# Exercise brief:
Which lines of the data contain the string "JSON"? Copy every one.

# Dataset:

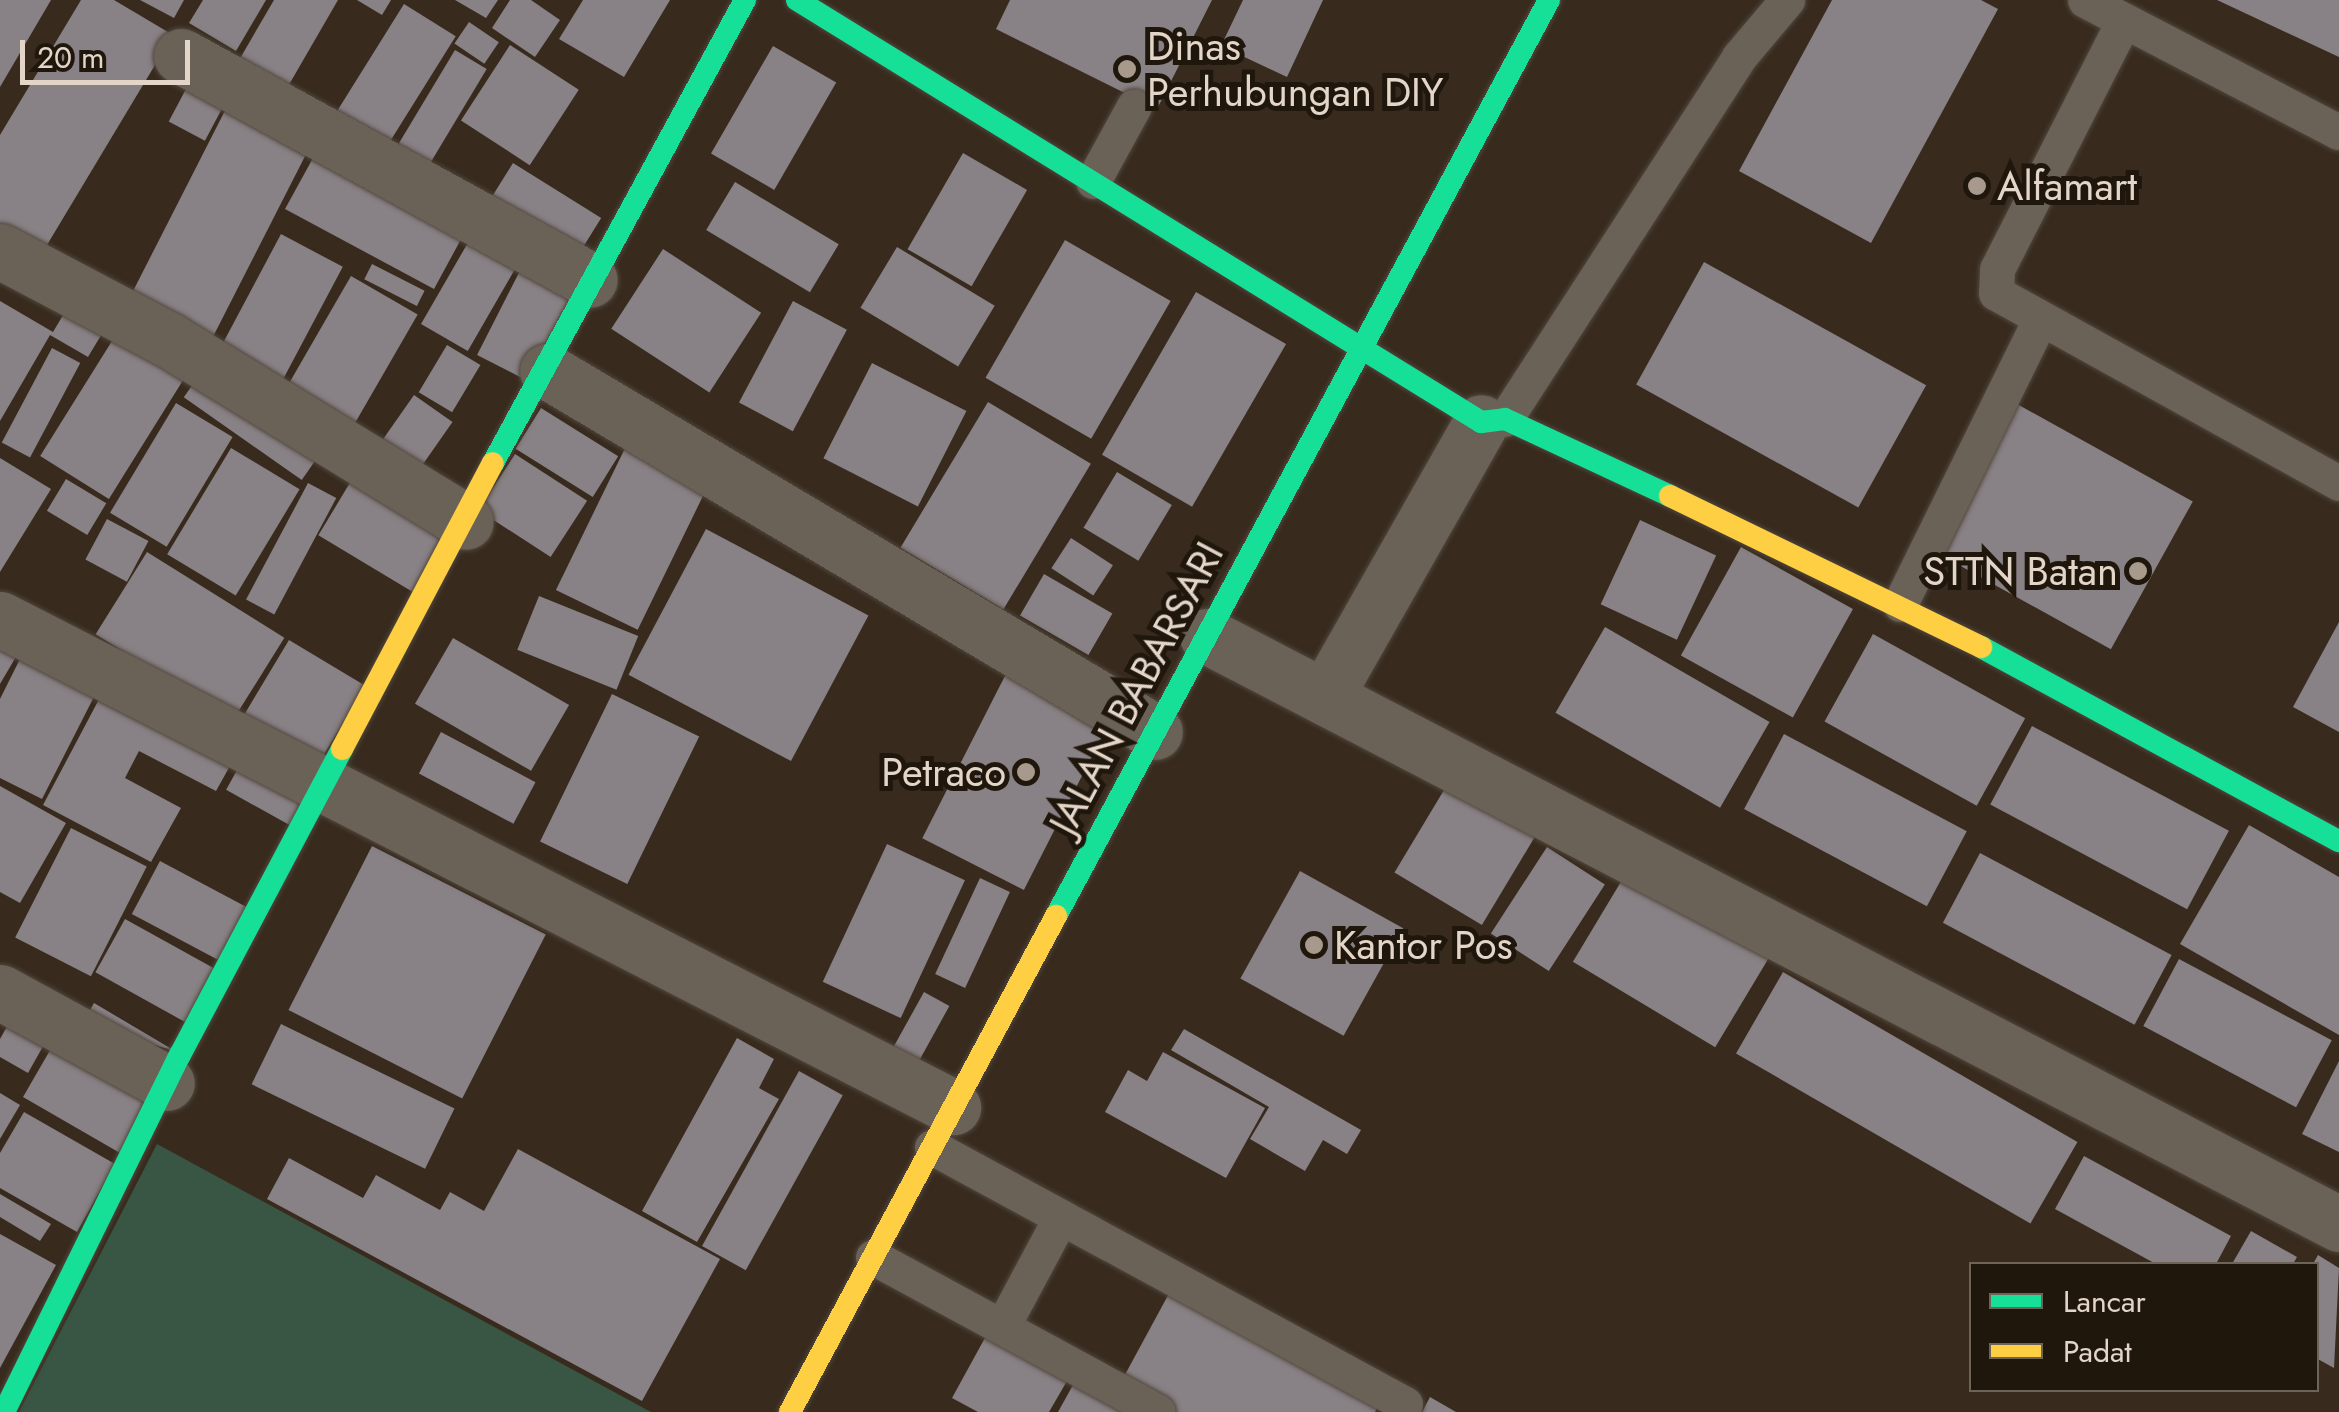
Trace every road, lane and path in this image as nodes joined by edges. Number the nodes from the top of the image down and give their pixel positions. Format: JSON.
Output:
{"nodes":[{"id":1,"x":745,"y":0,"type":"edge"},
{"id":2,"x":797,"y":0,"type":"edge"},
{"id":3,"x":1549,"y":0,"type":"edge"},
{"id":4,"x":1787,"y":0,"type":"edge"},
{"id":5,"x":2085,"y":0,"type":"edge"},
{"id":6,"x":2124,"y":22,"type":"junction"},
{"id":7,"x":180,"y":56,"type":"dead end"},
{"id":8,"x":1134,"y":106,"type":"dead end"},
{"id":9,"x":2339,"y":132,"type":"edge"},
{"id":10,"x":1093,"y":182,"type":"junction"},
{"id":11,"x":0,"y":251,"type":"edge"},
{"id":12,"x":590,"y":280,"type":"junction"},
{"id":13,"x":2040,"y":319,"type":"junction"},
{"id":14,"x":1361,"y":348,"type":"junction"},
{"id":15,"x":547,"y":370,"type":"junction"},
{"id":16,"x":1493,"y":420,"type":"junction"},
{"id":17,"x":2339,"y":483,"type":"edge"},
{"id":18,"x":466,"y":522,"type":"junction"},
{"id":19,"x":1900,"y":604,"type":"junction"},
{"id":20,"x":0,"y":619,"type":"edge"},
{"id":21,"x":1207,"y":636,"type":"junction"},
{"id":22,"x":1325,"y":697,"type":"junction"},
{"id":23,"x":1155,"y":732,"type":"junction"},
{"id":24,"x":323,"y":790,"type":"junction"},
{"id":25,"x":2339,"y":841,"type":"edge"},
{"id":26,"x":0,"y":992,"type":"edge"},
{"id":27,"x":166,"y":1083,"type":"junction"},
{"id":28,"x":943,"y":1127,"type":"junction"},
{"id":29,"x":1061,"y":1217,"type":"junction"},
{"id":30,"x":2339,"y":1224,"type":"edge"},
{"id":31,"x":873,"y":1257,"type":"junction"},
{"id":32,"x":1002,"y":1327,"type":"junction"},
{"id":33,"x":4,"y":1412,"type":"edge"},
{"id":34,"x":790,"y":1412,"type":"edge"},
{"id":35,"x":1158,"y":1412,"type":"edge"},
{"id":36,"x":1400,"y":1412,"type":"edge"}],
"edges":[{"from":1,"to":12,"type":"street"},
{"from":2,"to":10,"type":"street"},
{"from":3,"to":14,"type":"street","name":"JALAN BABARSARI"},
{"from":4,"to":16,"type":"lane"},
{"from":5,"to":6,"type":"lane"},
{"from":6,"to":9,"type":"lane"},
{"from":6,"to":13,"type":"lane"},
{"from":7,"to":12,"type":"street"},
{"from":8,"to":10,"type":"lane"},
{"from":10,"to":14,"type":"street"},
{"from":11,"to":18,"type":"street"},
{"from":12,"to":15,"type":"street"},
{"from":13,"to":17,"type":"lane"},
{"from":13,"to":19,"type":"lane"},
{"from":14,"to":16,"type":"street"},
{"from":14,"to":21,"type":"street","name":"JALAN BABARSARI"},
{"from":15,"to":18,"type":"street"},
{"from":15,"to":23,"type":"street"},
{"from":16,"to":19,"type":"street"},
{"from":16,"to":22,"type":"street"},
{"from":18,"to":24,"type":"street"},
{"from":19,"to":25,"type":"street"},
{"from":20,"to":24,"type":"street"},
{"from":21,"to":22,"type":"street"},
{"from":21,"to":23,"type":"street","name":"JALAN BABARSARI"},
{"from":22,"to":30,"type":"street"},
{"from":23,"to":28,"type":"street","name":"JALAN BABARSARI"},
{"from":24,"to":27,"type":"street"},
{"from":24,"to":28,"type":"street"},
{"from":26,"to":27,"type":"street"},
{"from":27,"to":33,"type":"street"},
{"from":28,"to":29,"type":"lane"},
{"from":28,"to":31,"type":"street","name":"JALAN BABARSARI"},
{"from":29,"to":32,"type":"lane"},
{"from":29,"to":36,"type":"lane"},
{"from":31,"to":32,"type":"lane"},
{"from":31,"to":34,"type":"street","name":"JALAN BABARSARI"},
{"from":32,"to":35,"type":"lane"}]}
---
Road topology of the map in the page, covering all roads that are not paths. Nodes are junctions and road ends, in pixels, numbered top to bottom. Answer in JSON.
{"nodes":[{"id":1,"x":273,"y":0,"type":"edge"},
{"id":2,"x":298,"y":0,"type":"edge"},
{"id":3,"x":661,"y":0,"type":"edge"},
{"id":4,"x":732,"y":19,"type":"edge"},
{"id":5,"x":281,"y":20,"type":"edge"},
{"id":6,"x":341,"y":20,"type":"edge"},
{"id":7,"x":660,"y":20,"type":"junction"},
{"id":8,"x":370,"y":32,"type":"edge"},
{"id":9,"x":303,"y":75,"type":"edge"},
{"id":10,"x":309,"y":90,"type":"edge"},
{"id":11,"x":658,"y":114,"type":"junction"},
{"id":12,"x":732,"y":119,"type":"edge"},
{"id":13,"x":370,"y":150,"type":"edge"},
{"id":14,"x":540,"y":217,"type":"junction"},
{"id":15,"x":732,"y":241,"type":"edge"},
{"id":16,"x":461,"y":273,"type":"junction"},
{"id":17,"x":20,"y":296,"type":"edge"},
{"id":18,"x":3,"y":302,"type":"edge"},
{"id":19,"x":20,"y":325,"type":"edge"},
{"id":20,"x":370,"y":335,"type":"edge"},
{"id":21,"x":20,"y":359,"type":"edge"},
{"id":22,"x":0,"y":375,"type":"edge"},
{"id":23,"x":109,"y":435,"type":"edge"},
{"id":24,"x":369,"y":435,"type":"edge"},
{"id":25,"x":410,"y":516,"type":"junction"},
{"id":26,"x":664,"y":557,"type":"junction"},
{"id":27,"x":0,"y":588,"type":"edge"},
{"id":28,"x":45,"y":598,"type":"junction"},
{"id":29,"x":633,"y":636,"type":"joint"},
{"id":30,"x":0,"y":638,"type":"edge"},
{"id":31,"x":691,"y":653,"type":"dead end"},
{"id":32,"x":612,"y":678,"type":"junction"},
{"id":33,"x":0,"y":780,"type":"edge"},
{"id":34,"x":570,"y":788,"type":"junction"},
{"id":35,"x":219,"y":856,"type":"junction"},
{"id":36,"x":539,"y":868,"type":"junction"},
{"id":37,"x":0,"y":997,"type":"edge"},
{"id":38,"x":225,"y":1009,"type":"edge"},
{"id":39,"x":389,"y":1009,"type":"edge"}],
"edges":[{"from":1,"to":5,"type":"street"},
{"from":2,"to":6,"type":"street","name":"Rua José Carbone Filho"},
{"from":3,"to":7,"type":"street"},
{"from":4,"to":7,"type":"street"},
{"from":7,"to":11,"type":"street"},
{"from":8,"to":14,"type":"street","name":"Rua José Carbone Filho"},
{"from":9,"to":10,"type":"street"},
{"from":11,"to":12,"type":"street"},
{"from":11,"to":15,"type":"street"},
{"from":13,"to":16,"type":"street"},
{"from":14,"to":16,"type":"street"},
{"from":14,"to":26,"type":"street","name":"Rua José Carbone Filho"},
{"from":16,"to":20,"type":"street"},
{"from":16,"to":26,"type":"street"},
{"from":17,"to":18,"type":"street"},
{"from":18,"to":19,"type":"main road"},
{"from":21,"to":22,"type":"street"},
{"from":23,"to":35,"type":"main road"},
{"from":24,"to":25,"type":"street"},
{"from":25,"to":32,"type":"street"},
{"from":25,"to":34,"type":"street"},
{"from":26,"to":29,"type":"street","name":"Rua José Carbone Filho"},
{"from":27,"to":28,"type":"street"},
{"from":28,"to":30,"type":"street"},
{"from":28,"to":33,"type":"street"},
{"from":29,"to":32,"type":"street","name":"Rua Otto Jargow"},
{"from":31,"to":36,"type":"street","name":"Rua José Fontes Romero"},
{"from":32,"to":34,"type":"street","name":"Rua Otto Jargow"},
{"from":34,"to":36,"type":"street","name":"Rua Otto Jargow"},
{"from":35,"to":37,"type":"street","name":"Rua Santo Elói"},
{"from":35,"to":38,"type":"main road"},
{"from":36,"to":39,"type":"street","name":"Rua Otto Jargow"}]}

# Reply:
Trace every road, lane and path in this image as nodes joined by edges. Number the nodes from the top of the image down and give their pixel positions. Format: JSON.
Road topology of the map in the page, covering all roads that are not paths. Nodes are junctions and road ends, in pixels, numbered top to bottom. Answer in JSON.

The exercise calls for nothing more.